As a teacher, I know that any time kids are away from school, an academic slide can occur. Kids who consistently read, practice math, and write on a regular basis have a huge advantage over those who don’t.

And as a parent of two teens, I understand how hard it can be to motivate and engage your kids in learning when school is not in session. Now that kids are home and we parents are taking on new roles and adding to our responsibilities, we’re looking for good advice on how to get down to business.

Be assured that there are ways to approach at-home learning that make the experience fun for all and encourage a lifetime of curiosity and excitement about education. Here are six simple things to do to help make academic tasks easier on you and your kids.

1) Establish a Routine

“Every family needs routines,” says the American Academy of Pediatrics. “They help to organize life and keep it from becoming too chaotic.”

You do have some kinds of routines already. You all get up at a certain time so everybody can get ready for school. Now that you’re home all day it’s more important. A regular, predictable, consistent routine will provide structure and help everyone stay on track. Take advice from their teachers on how to organize, and keep your own children in mind as you adapt. You might want to sit down and create the “school” schedule with your child. Involving your child in the process can help them manage their time better. Establishing expectations prevents procrastination.

Routines should be age appropriate. Younger kids, especially those who might not be reading yet, benefit from colorful schedules that use images and few words. Elementary ages and younger clearly have short attention spans, so try to break up chunks of time into 30-45 minute blocks to mirror what is done at school.

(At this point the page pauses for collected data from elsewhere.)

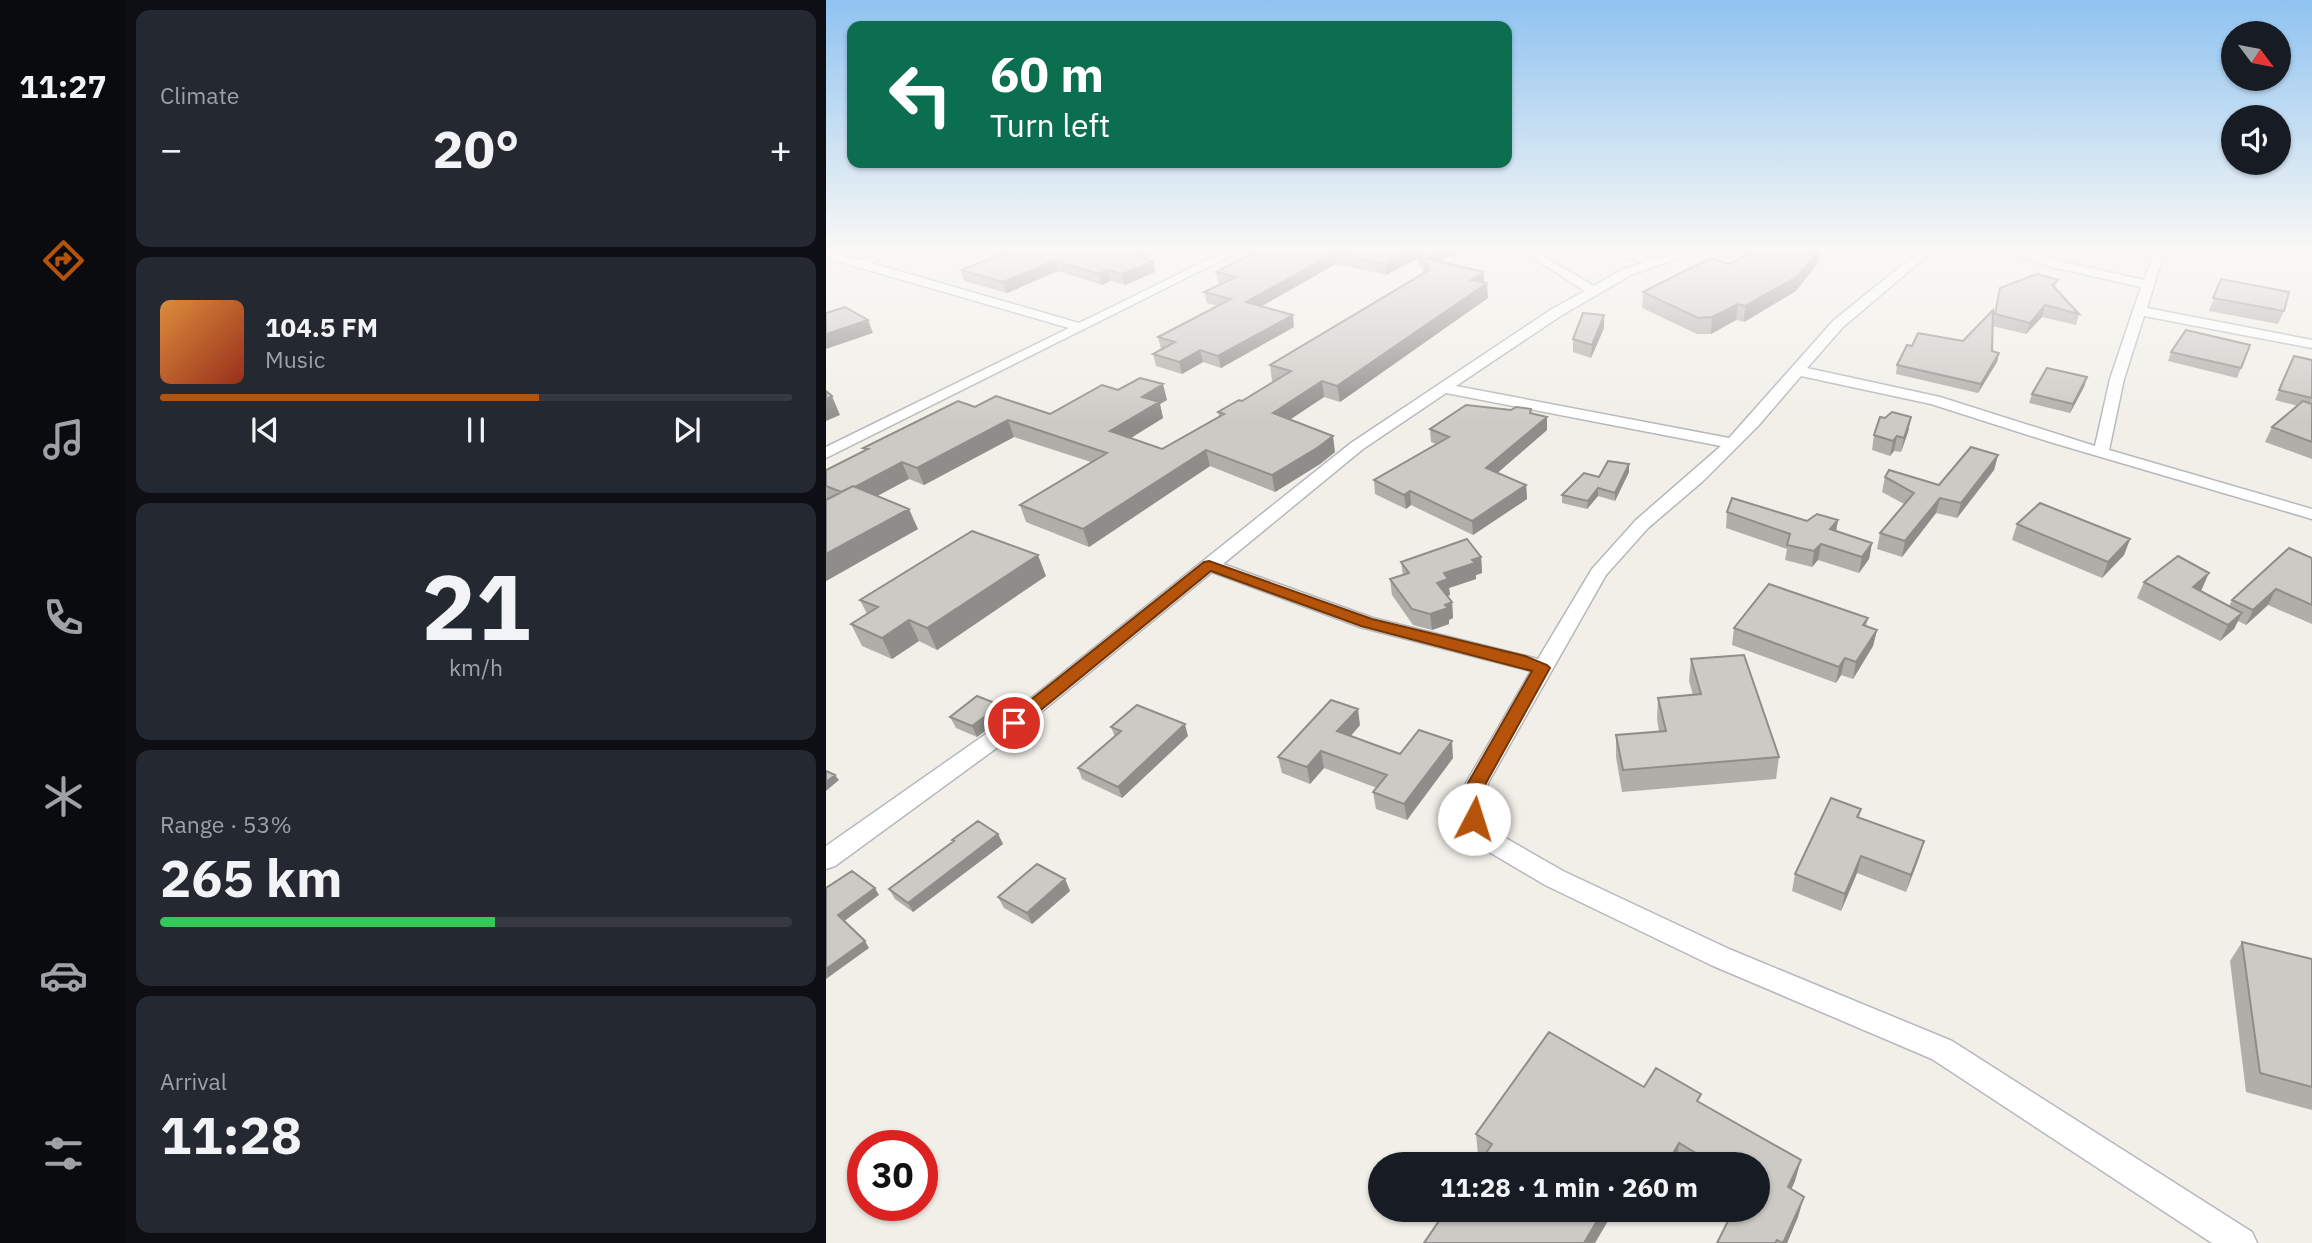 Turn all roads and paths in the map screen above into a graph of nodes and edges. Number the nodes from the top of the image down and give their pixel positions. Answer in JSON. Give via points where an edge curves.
{"nodes":[{"id":1,"x":1010,"y":307,"type":"edge"},
{"id":2,"x":1120,"y":307,"type":"edge"},
{"id":3,"x":1566,"y":307,"type":"edge"},
{"id":4,"x":1859,"y":307,"type":"edge"},
{"id":5,"x":2141,"y":307,"type":"edge"},
{"id":6,"x":2140,"y":311,"type":"junction"},
{"id":7,"x":1080,"y":327,"type":"junction"},
{"id":8,"x":2312,"y":344,"type":"edge"},
{"id":9,"x":1800,"y":371,"type":"junction"},
{"id":10,"x":1445,"y":388,"type":"junction"},
{"id":11,"x":1732,"y":443,"type":"junction"},
{"id":12,"x":2101,"y":452,"type":"junction"},
{"id":13,"x":826,"y":453,"type":"edge"},
{"id":14,"x":2312,"y":514,"type":"edge"},
{"id":15,"x":1209,"y":565,"type":"junction"},
{"id":16,"x":1542,"y":668,"type":"junction"},
{"id":17,"x":826,"y":859,"type":"edge"},
{"id":18,"x":2241,"y":1243,"type":"edge"}],
"edges":[{"from":1,"to":7,"type":"street"},
{"from":2,"to":7,"type":"street"},
{"from":3,"to":10,"type":"street"},
{"from":4,"to":9,"type":"street","via":[[1838,324]]},
{"from":5,"to":6,"type":"street"},
{"from":6,"to":8,"type":"street"},
{"from":6,"to":12,"type":"street","via":[[2117,379]]},
{"from":7,"to":13,"type":"street"},
{"from":9,"to":11,"type":"street"},
{"from":9,"to":12,"type":"street","via":[[1935,400]]},
{"from":10,"to":11,"type":"street"},
{"from":10,"to":15,"type":"street","via":[[1357,446]]},
{"from":11,"to":16,"type":"street","via":[[1642,524],[1598,573]]},
{"from":12,"to":14,"type":"street"},
{"from":15,"to":16,"type":"street","via":[[1367,623]]},
{"from":15,"to":17,"type":"street","via":[[994,739]]},
{"from":16,"to":18,"type":"street","via":[[1477,783],[1471,802],[1474,819],[1488,839],[1554,878],[1720,957],[1942,1050]]}]} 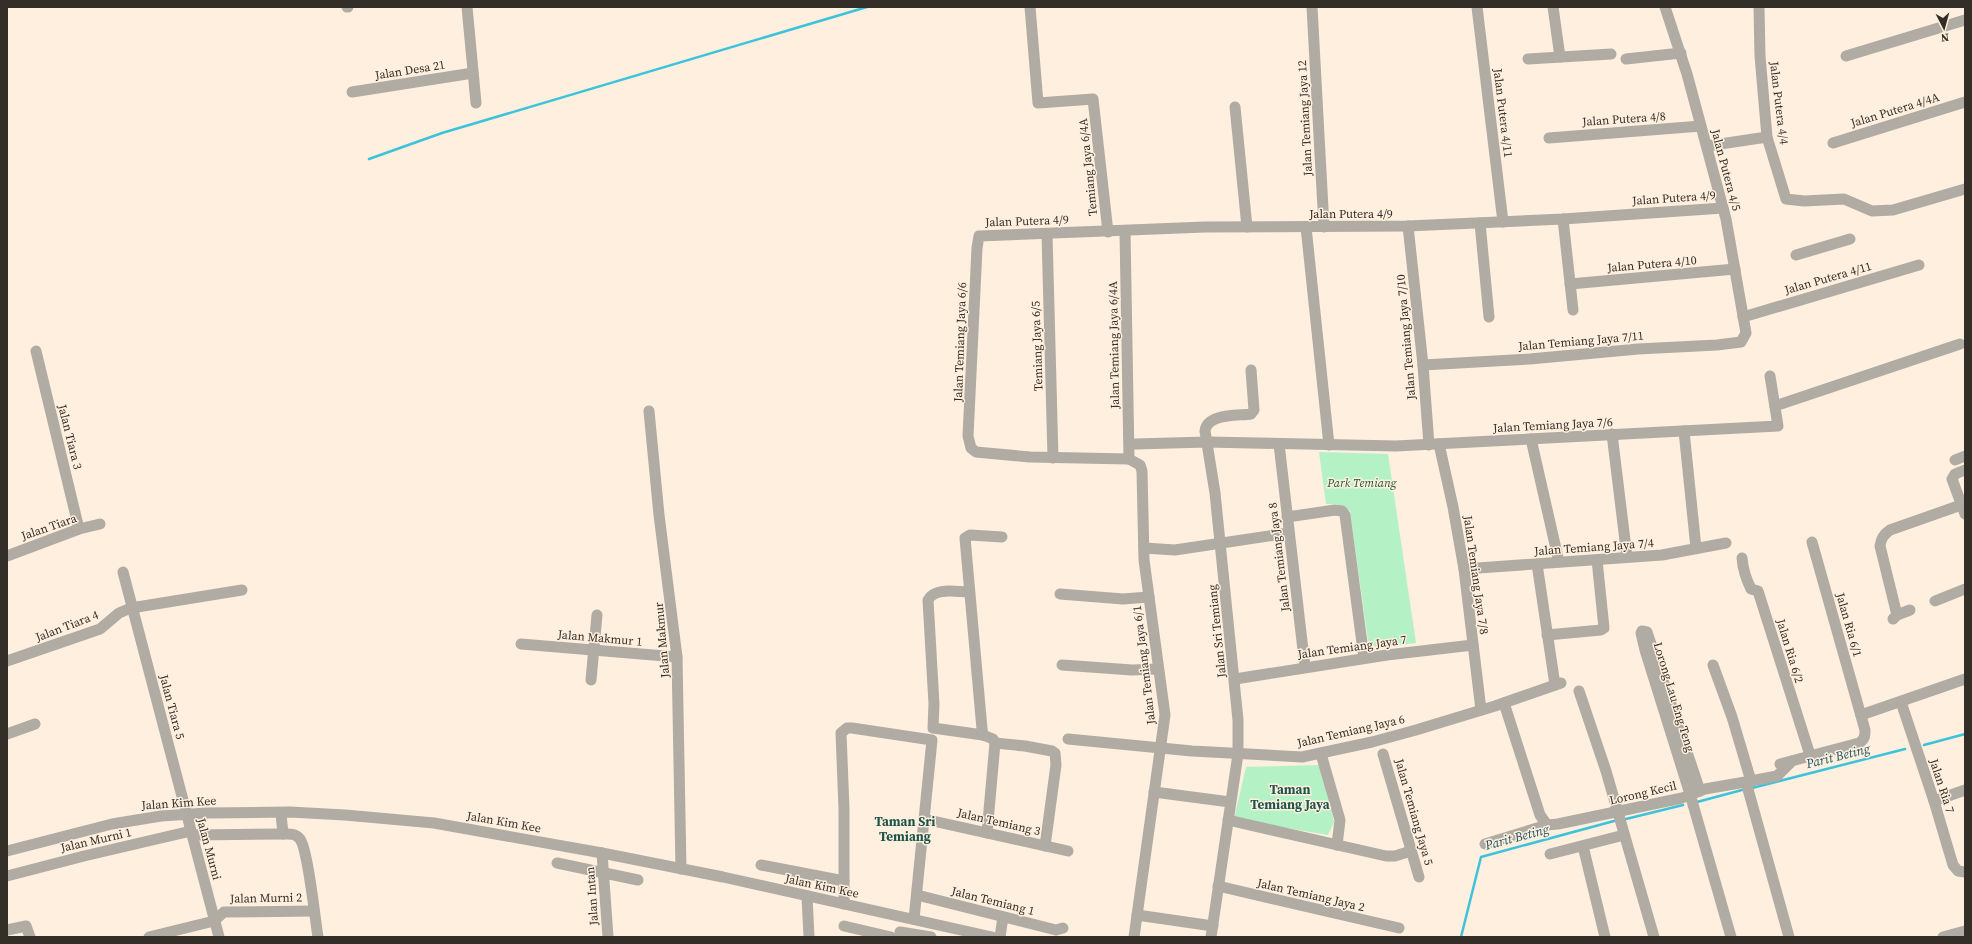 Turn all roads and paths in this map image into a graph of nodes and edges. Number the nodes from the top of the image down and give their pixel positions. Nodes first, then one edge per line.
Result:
1 (466, 7) edge
2 (1030, 7) edge
3 (1312, 7) edge
4 (1476, 7) edge
5 (1553, 7) edge
6 (1665, 7) edge
7 (1760, 7) edge
8 (1965, 20) edge
9 (1681, 53) junction
10 (1610, 54) dead end
11 (1846, 56) dead end
12 (1560, 57) junction
13 (1626, 59) dead end
14 (1528, 60) dead end
15 (473, 73) junction
16 (352, 92) dead end
17 (1965, 102) edge
18 (476, 103) dead end
19 (1235, 107) dead end
20 (1701, 126) junction
21 (1767, 137) junction
22 (1549, 138) dead end
23 (1833, 143) dead end
24 (1707, 146) junction
25 (1965, 189) edge
26 (1723, 208) junction
27 (1563, 219) junction
28 (1503, 222) junction
29 (1480, 223) junction
30 (1408, 226) junction
31 (1247, 227) junction
32 (1306, 227) junction
33 (1324, 227) junction
34 (1125, 231) junction
35 (1108, 232) junction
36 (1047, 234) junction
37 (979, 236) joint
38 (1850, 239) dead end
39 (1796, 255) dead end
40 (1919, 265) dead end
41 (1735, 269) junction
42 (1570, 284) junction
43 (1574, 310) dead end
44 (1490, 317) dead end
45 (1743, 317) junction
46 (1741, 342) joint
47 (1960, 344) dead end
48 (36, 351) dead end
49 (1423, 365) junction
50 (1251, 370) dead end
51 (1770, 376) dead end
52 (1775, 406) junction
53 (649, 411) dead end
54 (1684, 431) junction
55 (1612, 434) junction
56 (1531, 439) junction
57 (1207, 442) junction
58 (1135, 444) dead end
59 (1279, 444) junction
60 (1434, 444) junction
61 (1329, 445) junction
62 (1053, 458) junction
63 (1132, 460) junction
64 (1965, 470) edge
65 (1963, 509) edge
66 (1288, 517) junction
67 (100, 524) dead end
68 (79, 529) junction
69 (1289, 533) junction
70 (1002, 537) dead end
71 (1812, 542) dead end
72 (1220, 543) junction
73 (1726, 543) dead end
74 (1144, 548) junction
75 (1696, 548) junction
76 (8, 552) edge
77 (1627, 557) junction
78 (1742, 558) dead end
79 (1597, 560) junction
80 (1559, 562) junction
81 (1537, 564) junction
82 (1464, 569) junction
83 (123, 572) dead end
84 (1965, 589) edge
85 (242, 590) dead end
86 (969, 592) junction
87 (1060, 594) dead end
88 (1149, 597) junction
89 (1936, 601) dead end
90 (131, 608) junction
91 (1910, 610) dead end
92 (597, 615) dead end
93 (1547, 635) junction
94 (521, 644) dead end
95 (1473, 645) junction
96 (594, 650) junction
97 (678, 657) junction
98 (1364, 658) junction
99 (7, 661) edge
100 (1713, 665) dead end
101 (1062, 666) dead end
102 (1305, 667) junction
103 (1158, 669) junction
104 (1235, 679) junction
105 (1965, 679) edge
106 (591, 680) dead end
107 (1579, 691) dead end
108 (1901, 702) junction
109 (1504, 703) junction
110 (1481, 710) junction
111 (1860, 715) junction
112 (35, 724) dead end
113 (7, 734) edge
114 (983, 735) junction
115 (1068, 739) dead end
116 (995, 743) junction
117 (1161, 748) junction
118 (1238, 754) junction
119 (1321, 754) junction
120 (1383, 754) dead end
121 (1810, 755) junction
122 (1792, 760) junction
123 (1780, 764) dead end
124 (1748, 786) junction
125 (1965, 790) edge
126 (1154, 792) junction
127 (1694, 798) junction
128 (1934, 800) junction
129 (1230, 802) junction
130 (186, 814) junction
131 (281, 814) junction
132 (924, 819) junction
133 (1228, 820) junction
134 (1621, 823) junction
135 (1547, 825) junction
136 (283, 831) junction
137 (191, 833) junction
138 (987, 833) junction
139 (1485, 844) dead end
140 (1337, 845) junction
141 (1045, 846) junction
142 (1583, 846) junction
143 (7, 851) edge
144 (1068, 851) dead end
145 (1411, 851) junction
146 (602, 853) junction
147 (1550, 854) dead end
148 (557, 863) dead end
149 (761, 865) dead end
150 (681, 869) junction
151 (1965, 872) edge
152 (604, 874) junction
153 (7, 876) edge
154 (1419, 877) dead end
155 (638, 880) dead end
156 (844, 881) junction
157 (1218, 886) junction
158 (917, 895) junction
159 (807, 896) junction
160 (844, 904) junction
161 (314, 911) junction
162 (1137, 915) junction
163 (900, 916) junction
164 (1003, 917) junction
165 (914, 919) junction
166 (214, 920) junction
167 (844, 926) dead end
168 (1063, 928) dead end
169 (1399, 928) dead end
170 (7, 930) edge
171 (1965, 931) edge
172 (1212, 932) edge
173 (897, 935) edge
174 (30, 937) edge
175 (149, 937) edge
176 (218, 937) edge
177 (318, 937) edge
178 (608, 937) edge
179 (809, 937) edge
180 (931, 937) edge
181 (992, 937) edge
182 (1000, 937) edge
183 (1134, 937) edge
184 (1605, 937) edge
185 (1654, 937) edge
186 (1730, 937) edge
187 (1789, 937) edge
188 (1943, 937) edge

1 - 15 street
2 - 35 street, Temiang Jaya 6/4A
3 - 33 street, Jalan Temiang Jaya 12
4 - 28 street, Jalan Putera 4/11
5 - 12 street
6 - 9 street, Jalan Putera 4/5
7 - 21 street, Jalan Putera 4/4
8 - 11 street
9 - 13 street
9 - 20 street, Jalan Putera 4/5
10 - 12 street
12 - 14 street
15 - 16 street, Jalan Desa 21
15 - 18 street
17 - 23 street, Jalan Putera 4/4A
19 - 31 street
20 - 22 street, Jalan Putera 4/8
20 - 24 street, Jalan Putera 4/5
21 - 24 street
21 - 25 street, Jalan Putera 4/4
24 - 26 street, Jalan Putera 4/5
26 - 27 street, Jalan Putera 4/9
26 - 41 street, Jalan Putera 4/5
27 - 28 street, Jalan Putera 4/9
27 - 42 street
28 - 29 street, Jalan Putera 4/9
29 - 30 street, Jalan Putera 4/9
29 - 44 street
30 - 33 street, Jalan Putera 4/9
30 - 49 street, Jalan Temiang Jaya 7/10
31 - 32 street, Jalan Putera 4/9
31 - 34 street, Jalan Putera 4/9
32 - 33 street, Jalan Putera 4/9
32 - 61 street
34 - 35 street, Jalan Putera 4/9
34 - 63 street, Jalan Temiang Jaya 6/4A
35 - 36 street, Jalan Putera 4/9
36 - 37 street, Jalan Putera 4/9
36 - 62 street, Temiang Jaya 6/5
37 - 62 street, Jalan Temiang Jaya 6/6
38 - 39 street
40 - 45 street, Jalan Putera 4/11
41 - 42 street, Jalan Putera 4/10
41 - 45 street, Jalan Putera 4/5
42 - 43 street
45 - 46 street, Jalan Putera 4/5
46 - 49 street, Jalan Temiang Jaya 7/11
47 - 52 street
48 - 68 street, Jalan Tiara 3
49 - 60 street, Jalan Temiang Jaya 7/10
50 - 57 street, Jalan Sri Temiang
51 - 52 street, Jalan Temiang Jaya 7/6
52 - 54 street, Jalan Temiang Jaya 7/6
53 - 97 street, Jalan Makmur
54 - 55 street, Jalan Temiang Jaya 7/6
54 - 75 street
55 - 56 street, Jalan Temiang Jaya 7/6
55 - 77 street
56 - 60 street, Jalan Temiang Jaya 7/6
56 - 80 street
57 - 58 street, Jalan Temiang Jaya 7/6
57 - 59 street, Jalan Temiang Jaya 7/6
57 - 72 street, Jalan Sri Temiang
59 - 61 street, Jalan Temiang Jaya 7/6
59 - 66 street, Jalan Temiang Jaya 8
60 - 61 street, Jalan Temiang Jaya 7/6
60 - 82 street, Jalan Temiang Jaya 7/8
62 - 63 street
63 - 74 street, Jalan Temiang Jaya 6/1
64 - 65 street
65 - 91 street
66 - 69 street, Jalan Temiang Jaya 8
66 - 98 street
67 - 68 street, Jalan Tiara
68 - 76 street, Jalan Tiara
69 - 72 street
69 - 102 street, Jalan Temiang Jaya 8
70 - 86 street
71 - 111 street, Jalan Ria 6/1
72 - 74 street
72 - 104 street, Jalan Sri Temiang
73 - 75 street, Jalan Temiang Jaya 7/4
74 - 88 street, Jalan Temiang Jaya 6/1
75 - 77 street, Jalan Temiang Jaya 7/4
77 - 79 street, Jalan Temiang Jaya 7/4
78 - 121 street, Jalan Ria 6/2
79 - 80 street, Jalan Temiang Jaya 7/4
79 - 93 street
80 - 81 street, Jalan Temiang Jaya 7/4
81 - 82 street, Jalan Temiang Jaya 7/4
81 - 93 street
82 - 95 street, Jalan Temiang Jaya 7/8
83 - 90 street
84 - 89 street
85 - 90 street, Jalan Tiara 4
86 - 114 street
86 - 114 street
87 - 88 street
88 - 103 street, Jalan Temiang Jaya 6/1
90 - 99 street, Jalan Tiara 4
90 - 130 street, Jalan Tiara 5
92 - 96 street
93 - 109 street, Jalan Temiang Jaya 6
94 - 96 street, Jalan Makmur 1
95 - 98 street, Jalan Temiang Jaya 7
95 - 110 street, Jalan Temiang Jaya 7/8
96 - 97 street, Jalan Makmur 1
96 - 106 street
97 - 150 street, Jalan Makmur
98 - 102 street, Jalan Temiang Jaya 7
100 - 124 street
101 - 103 street
102 - 104 street, Jalan Temiang Jaya 7
103 - 117 street, Jalan Temiang Jaya 6/1
104 - 118 street, Jalan Sri Temiang
105 - 108 street
107 - 134 street
108 - 111 street
108 - 128 street, Jalan Ria 7
109 - 110 street, Jalan Temiang Jaya 6
109 - 135 street
110 - 119 street, Jalan Temiang Jaya 6
111 - 121 street, Jalan Ria 6/1
112 - 113 street
114 - 116 street
115 - 117 street, Jalan Temiang Jaya 6
116 - 138 street
116 - 141 street
117 - 118 street, Jalan Temiang Jaya 6
117 - 126 street, Jalan Temiang Jaya 6/1
118 - 119 street, Jalan Temiang Jaya 6
118 - 129 street, Jalan Sri Temiang
119 - 140 street
120 - 145 street, Jalan Temiang Jaya 5
121 - 122 street
122 - 123 street
122 - 124 street, Lorong Kecil
124 - 127 street, Lorong Kecil
124 - 187 street
125 - 128 street
126 - 129 street
126 - 162 street, Jalan Temiang Jaya 6/1
127 - 127 street, Lorong Lau Eng Teng
127 - 134 street, Lorong Kecil
127 - 186 street, Lorong Lau Eng Teng
128 - 151 street, Jalan Ria 7
129 - 133 street, Jalan Sri Temiang
130 - 131 street, Jalan Kim Kee
130 - 137 street, Jalan Murni
130 - 143 street, Jalan Kim Kee
131 - 136 street
131 - 146 street, Jalan Kim Kee
132 - 138 street, Jalan Temiang 3
132 - 156 street
132 - 158 street
133 - 140 street
133 - 157 street, Jalan Sri Temiang
134 - 135 street, Lorong Kecil
134 - 142 street
134 - 185 street
135 - 139 street, Lorong Kecil
136 - 137 street, Jalan Murni 1
136 - 161 street, Jalan Murni 1
137 - 153 street, Jalan Murni 1
137 - 166 street, Jalan Murni
138 - 141 street, Jalan Temiang 3
140 - 145 street
141 - 144 street, Jalan Temiang 3
142 - 147 street
142 - 184 street
145 - 154 street, Jalan Temiang Jaya 5
146 - 150 street, Jalan Kim Kee
146 - 152 street, Jalan Intan
148 - 152 street
149 - 156 street
150 - 159 street, Jalan Kim Kee
152 - 155 street
152 - 178 street, Jalan Intan
156 - 160 street
157 - 169 street, Jalan Temiang Jaya 2
157 - 172 street, Jalan Sri Temiang
158 - 164 street, Jalan Temiang 1
158 - 165 street
159 - 160 street, Jalan Kim Kee
159 - 179 street
160 - 163 street, Jalan Kim Kee
161 - 166 street, Jalan Murni 2
161 - 177 street, Jalan Murni 2
162 - 172 street
162 - 183 street, Jalan Temiang Jaya 6/1
163 - 165 street, Jalan Kim Kee
163 - 173 street
164 - 168 street, Jalan Temiang 1
164 - 182 street
165 - 181 street, Jalan Kim Kee
166 - 175 street, Jalan Murni 2
166 - 176 street, Jalan Murni
167 - 173 street
170 - 174 street
171 - 188 street
173 - 180 street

Middle and high schoolers who are better able to manage their time often benefit from longer amounts of time to get work done. This allows them to focus their attention on a long chapter, math problem set, or complete research for a paper they’re working on.

2) Create a Dedicated Workspace

If you can manage it, a dedicated space allows a child to sit down and focus faster. If your child doesn’t have a desk of their own, assemble supplies in a study caddy or bin that they can use at the kitchen table, coffee table, or at a spot that fits their learning style.

Make sure your internet speed is up to the tasks. With the whole family online, think about how you’re going to use your home network’s bandwidth. You want to sync up with the school’s at-home programs, whether you’re going to send in homework via the cloud, whether you need to download any software for video conferencing and project management.

You’ll also want to have the kinds of things kids have in classrooms. You might not be able to put together tools like these right now, but based on your child’s age, consider including:

  • Pencils and pens
  • Pencil sharpener
  • Colored pencils and/or crayons
  • Calculator
  • Textbooks and reference books
  • Paper options: lined binder paper, blank paper, construction paper
  • Laptop, tablet, desktop computer that are theirs to use during “school” time

3) Know Where to Find Help

Even parents who are teachers by profession struggle with teaching their own children. These three services can give you some advice and provide outside assistance to get your child the help they need quickly:

  • Khan Academy offers practice exercises, instructional videos, and a customized learning dashboard that empower learners to study at their own pace in and outside of the classroom.
  • Varsity Tutors matches students of all ages with personalized, vetted tutors to help them learn anything, anywhere. They service every high school subject and provide assistance anytime, anywhere via a mobile app, laptop, or desktop computer.
  • tútit is an app that connects students to a vast network of college students, teachers, professors, tutors, and qualified professionals for on-demand, pay as you go help.

4) Revisit Screen Time Rules

At this moment in time, everybody—even us parents—rely on the internet to connect us to absolutely everything. So it’s hard to set up strict rules for kids and none for us. But still… Consider:

  • How kids are using screens to learn
  • The ways devices are used to socialize
  • What your relationship is with the devices you use for work and to interact with others

Revisit the rules, think about loosening up a bit right now. Then go over them with your child and discuss the guidelines. If you’re not sure where to start, free online tools like The Smart Talk can guide your conversation about how technology will be used in your home to set new ground rules.

5) Continue Monitoring Devices

We all know that kids love online learning platforms and screens to socialize, and it’s always important to monitor what they’re doing on their devices. Guide them a bit on how to keep in touch with their friends and relatives online. Can you suggest group study sessions? Think about how you as a parent can encourage positive online interaction, and check in regularly. Review ratings on the games they’re playing, and get help from technology tools like Bark.

Bark uses artificial intelligence to monitor your kids’ online activity and communication without invading their privacy. It scans over 40 social media platforms, texts, photos, and email accounts for problematic issues such as cyberbullying, sexting, potential drug use, acts of violence, profanity, online predators, thoughts of suicide and depression, and more.

6) Be Flexible

Most of all, take a deep breath and pause the schedule for the day when productivity is low. Being flexible is key to maintaining interest, motivation, and everyone’s sanity. This, too, shall pass and turn into your amazing family legend.